### [HOW TO COMPLETE THIS TASK]
Repeat the lines below exactly as they appear, but leave out the images.

::: DATA SECTION :::

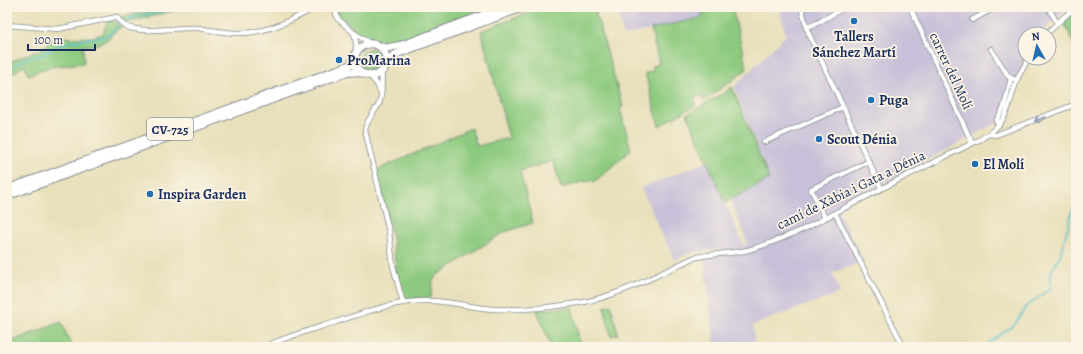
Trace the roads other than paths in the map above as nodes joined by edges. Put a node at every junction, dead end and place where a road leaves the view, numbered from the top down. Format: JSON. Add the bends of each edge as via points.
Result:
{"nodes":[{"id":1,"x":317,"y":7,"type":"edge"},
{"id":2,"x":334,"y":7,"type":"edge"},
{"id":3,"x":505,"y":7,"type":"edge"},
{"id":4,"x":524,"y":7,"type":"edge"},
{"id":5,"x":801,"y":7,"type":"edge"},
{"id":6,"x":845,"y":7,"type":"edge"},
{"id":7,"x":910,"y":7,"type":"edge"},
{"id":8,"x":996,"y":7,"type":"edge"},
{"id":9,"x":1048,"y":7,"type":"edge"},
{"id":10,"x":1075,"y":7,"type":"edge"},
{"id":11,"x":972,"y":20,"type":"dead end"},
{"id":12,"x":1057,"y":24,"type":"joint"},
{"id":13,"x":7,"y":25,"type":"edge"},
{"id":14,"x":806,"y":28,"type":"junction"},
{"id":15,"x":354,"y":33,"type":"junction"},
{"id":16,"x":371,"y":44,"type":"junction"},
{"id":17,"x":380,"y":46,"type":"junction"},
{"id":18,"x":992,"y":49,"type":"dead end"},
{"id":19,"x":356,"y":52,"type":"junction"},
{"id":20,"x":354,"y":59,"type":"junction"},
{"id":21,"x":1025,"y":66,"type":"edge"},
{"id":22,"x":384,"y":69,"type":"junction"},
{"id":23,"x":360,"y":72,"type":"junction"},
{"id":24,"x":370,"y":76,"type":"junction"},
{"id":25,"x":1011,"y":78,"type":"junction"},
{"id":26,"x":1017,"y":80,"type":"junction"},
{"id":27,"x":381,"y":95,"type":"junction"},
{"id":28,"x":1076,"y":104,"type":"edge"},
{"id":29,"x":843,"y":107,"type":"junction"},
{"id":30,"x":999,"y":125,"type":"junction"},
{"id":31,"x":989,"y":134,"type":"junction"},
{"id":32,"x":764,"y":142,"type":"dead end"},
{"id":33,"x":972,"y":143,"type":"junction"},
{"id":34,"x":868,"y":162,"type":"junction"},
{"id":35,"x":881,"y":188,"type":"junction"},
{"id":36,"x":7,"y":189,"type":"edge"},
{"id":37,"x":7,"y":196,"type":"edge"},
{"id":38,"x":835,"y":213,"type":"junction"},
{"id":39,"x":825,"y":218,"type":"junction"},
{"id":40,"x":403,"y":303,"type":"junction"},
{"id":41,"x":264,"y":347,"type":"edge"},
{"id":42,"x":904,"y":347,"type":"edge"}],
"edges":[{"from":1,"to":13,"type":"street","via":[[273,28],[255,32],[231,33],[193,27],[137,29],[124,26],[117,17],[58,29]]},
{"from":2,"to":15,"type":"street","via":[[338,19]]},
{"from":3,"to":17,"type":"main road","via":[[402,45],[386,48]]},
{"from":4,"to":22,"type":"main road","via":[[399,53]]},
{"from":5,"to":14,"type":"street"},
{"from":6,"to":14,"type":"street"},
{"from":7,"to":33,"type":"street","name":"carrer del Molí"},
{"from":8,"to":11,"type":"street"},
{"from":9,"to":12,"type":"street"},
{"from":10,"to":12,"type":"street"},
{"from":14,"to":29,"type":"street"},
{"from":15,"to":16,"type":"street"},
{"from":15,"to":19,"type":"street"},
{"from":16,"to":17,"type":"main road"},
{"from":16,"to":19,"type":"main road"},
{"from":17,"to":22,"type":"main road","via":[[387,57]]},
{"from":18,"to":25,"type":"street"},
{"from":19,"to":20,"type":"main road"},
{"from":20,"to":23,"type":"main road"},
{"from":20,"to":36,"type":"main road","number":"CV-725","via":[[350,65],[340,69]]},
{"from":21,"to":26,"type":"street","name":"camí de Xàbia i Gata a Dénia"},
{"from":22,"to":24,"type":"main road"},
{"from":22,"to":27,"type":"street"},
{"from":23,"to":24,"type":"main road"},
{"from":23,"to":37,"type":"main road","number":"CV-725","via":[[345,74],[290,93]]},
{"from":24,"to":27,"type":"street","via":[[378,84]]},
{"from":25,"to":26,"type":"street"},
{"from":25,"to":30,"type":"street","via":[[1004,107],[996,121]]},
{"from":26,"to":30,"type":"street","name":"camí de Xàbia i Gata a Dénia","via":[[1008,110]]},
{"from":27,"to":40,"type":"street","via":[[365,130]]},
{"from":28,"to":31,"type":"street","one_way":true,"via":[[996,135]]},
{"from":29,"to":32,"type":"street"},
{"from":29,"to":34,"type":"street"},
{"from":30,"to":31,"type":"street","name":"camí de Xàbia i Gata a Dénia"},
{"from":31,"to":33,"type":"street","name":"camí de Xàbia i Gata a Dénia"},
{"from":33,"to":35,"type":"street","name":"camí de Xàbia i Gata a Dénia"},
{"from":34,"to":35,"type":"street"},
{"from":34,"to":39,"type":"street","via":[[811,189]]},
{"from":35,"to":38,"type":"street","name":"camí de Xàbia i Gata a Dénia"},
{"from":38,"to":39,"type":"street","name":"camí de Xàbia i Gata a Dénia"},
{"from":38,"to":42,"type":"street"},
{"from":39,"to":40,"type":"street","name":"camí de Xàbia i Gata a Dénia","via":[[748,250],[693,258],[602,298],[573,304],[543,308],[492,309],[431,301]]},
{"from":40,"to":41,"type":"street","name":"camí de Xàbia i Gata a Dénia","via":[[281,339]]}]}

:::

### [RESPONSE]
Trace the roads other than paths in the map above as nodes joined by edges. Put a node at every junction, dead end and place where a road leaves the view, numbered from the top down. Format: JSON. Add the bends of each edge as via points.
Result:
{"nodes":[{"id":1,"x":317,"y":7,"type":"edge"},
{"id":2,"x":334,"y":7,"type":"edge"},
{"id":3,"x":505,"y":7,"type":"edge"},
{"id":4,"x":524,"y":7,"type":"edge"},
{"id":5,"x":801,"y":7,"type":"edge"},
{"id":6,"x":845,"y":7,"type":"edge"},
{"id":7,"x":910,"y":7,"type":"edge"},
{"id":8,"x":996,"y":7,"type":"edge"},
{"id":9,"x":1048,"y":7,"type":"edge"},
{"id":10,"x":1075,"y":7,"type":"edge"},
{"id":11,"x":972,"y":20,"type":"dead end"},
{"id":12,"x":1057,"y":24,"type":"joint"},
{"id":13,"x":7,"y":25,"type":"edge"},
{"id":14,"x":806,"y":28,"type":"junction"},
{"id":15,"x":354,"y":33,"type":"junction"},
{"id":16,"x":371,"y":44,"type":"junction"},
{"id":17,"x":380,"y":46,"type":"junction"},
{"id":18,"x":992,"y":49,"type":"dead end"},
{"id":19,"x":356,"y":52,"type":"junction"},
{"id":20,"x":354,"y":59,"type":"junction"},
{"id":21,"x":1025,"y":66,"type":"edge"},
{"id":22,"x":384,"y":69,"type":"junction"},
{"id":23,"x":360,"y":72,"type":"junction"},
{"id":24,"x":370,"y":76,"type":"junction"},
{"id":25,"x":1011,"y":78,"type":"junction"},
{"id":26,"x":1017,"y":80,"type":"junction"},
{"id":27,"x":381,"y":95,"type":"junction"},
{"id":28,"x":1076,"y":104,"type":"edge"},
{"id":29,"x":843,"y":107,"type":"junction"},
{"id":30,"x":999,"y":125,"type":"junction"},
{"id":31,"x":989,"y":134,"type":"junction"},
{"id":32,"x":764,"y":142,"type":"dead end"},
{"id":33,"x":972,"y":143,"type":"junction"},
{"id":34,"x":868,"y":162,"type":"junction"},
{"id":35,"x":881,"y":188,"type":"junction"},
{"id":36,"x":7,"y":189,"type":"edge"},
{"id":37,"x":7,"y":196,"type":"edge"},
{"id":38,"x":835,"y":213,"type":"junction"},
{"id":39,"x":825,"y":218,"type":"junction"},
{"id":40,"x":403,"y":303,"type":"junction"},
{"id":41,"x":264,"y":347,"type":"edge"},
{"id":42,"x":904,"y":347,"type":"edge"}],
"edges":[{"from":1,"to":13,"type":"street","via":[[273,28],[255,32],[231,33],[193,27],[137,29],[124,26],[117,17],[58,29]]},
{"from":2,"to":15,"type":"street","via":[[338,19]]},
{"from":3,"to":17,"type":"main road","via":[[402,45],[386,48]]},
{"from":4,"to":22,"type":"main road","via":[[399,53]]},
{"from":5,"to":14,"type":"street"},
{"from":6,"to":14,"type":"street"},
{"from":7,"to":33,"type":"street","name":"carrer del Molí"},
{"from":8,"to":11,"type":"street"},
{"from":9,"to":12,"type":"street"},
{"from":10,"to":12,"type":"street"},
{"from":14,"to":29,"type":"street"},
{"from":15,"to":16,"type":"street"},
{"from":15,"to":19,"type":"street"},
{"from":16,"to":17,"type":"main road"},
{"from":16,"to":19,"type":"main road"},
{"from":17,"to":22,"type":"main road","via":[[387,57]]},
{"from":18,"to":25,"type":"street"},
{"from":19,"to":20,"type":"main road"},
{"from":20,"to":23,"type":"main road"},
{"from":20,"to":36,"type":"main road","number":"CV-725","via":[[350,65],[340,69]]},
{"from":21,"to":26,"type":"street","name":"camí de Xàbia i Gata a Dénia"},
{"from":22,"to":24,"type":"main road"},
{"from":22,"to":27,"type":"street"},
{"from":23,"to":24,"type":"main road"},
{"from":23,"to":37,"type":"main road","number":"CV-725","via":[[345,74],[290,93]]},
{"from":24,"to":27,"type":"street","via":[[378,84]]},
{"from":25,"to":26,"type":"street"},
{"from":25,"to":30,"type":"street","via":[[1004,107],[996,121]]},
{"from":26,"to":30,"type":"street","name":"camí de Xàbia i Gata a Dénia","via":[[1008,110]]},
{"from":27,"to":40,"type":"street","via":[[365,130]]},
{"from":28,"to":31,"type":"street","one_way":true,"via":[[996,135]]},
{"from":29,"to":32,"type":"street"},
{"from":29,"to":34,"type":"street"},
{"from":30,"to":31,"type":"street","name":"camí de Xàbia i Gata a Dénia"},
{"from":31,"to":33,"type":"street","name":"camí de Xàbia i Gata a Dénia"},
{"from":33,"to":35,"type":"street","name":"camí de Xàbia i Gata a Dénia"},
{"from":34,"to":35,"type":"street"},
{"from":34,"to":39,"type":"street","via":[[811,189]]},
{"from":35,"to":38,"type":"street","name":"camí de Xàbia i Gata a Dénia"},
{"from":38,"to":39,"type":"street","name":"camí de Xàbia i Gata a Dénia"},
{"from":38,"to":42,"type":"street"},
{"from":39,"to":40,"type":"street","name":"camí de Xàbia i Gata a Dénia","via":[[748,250],[693,258],[602,298],[573,304],[543,308],[492,309],[431,301]]},
{"from":40,"to":41,"type":"street","name":"camí de Xàbia i Gata a Dénia","via":[[281,339]]}]}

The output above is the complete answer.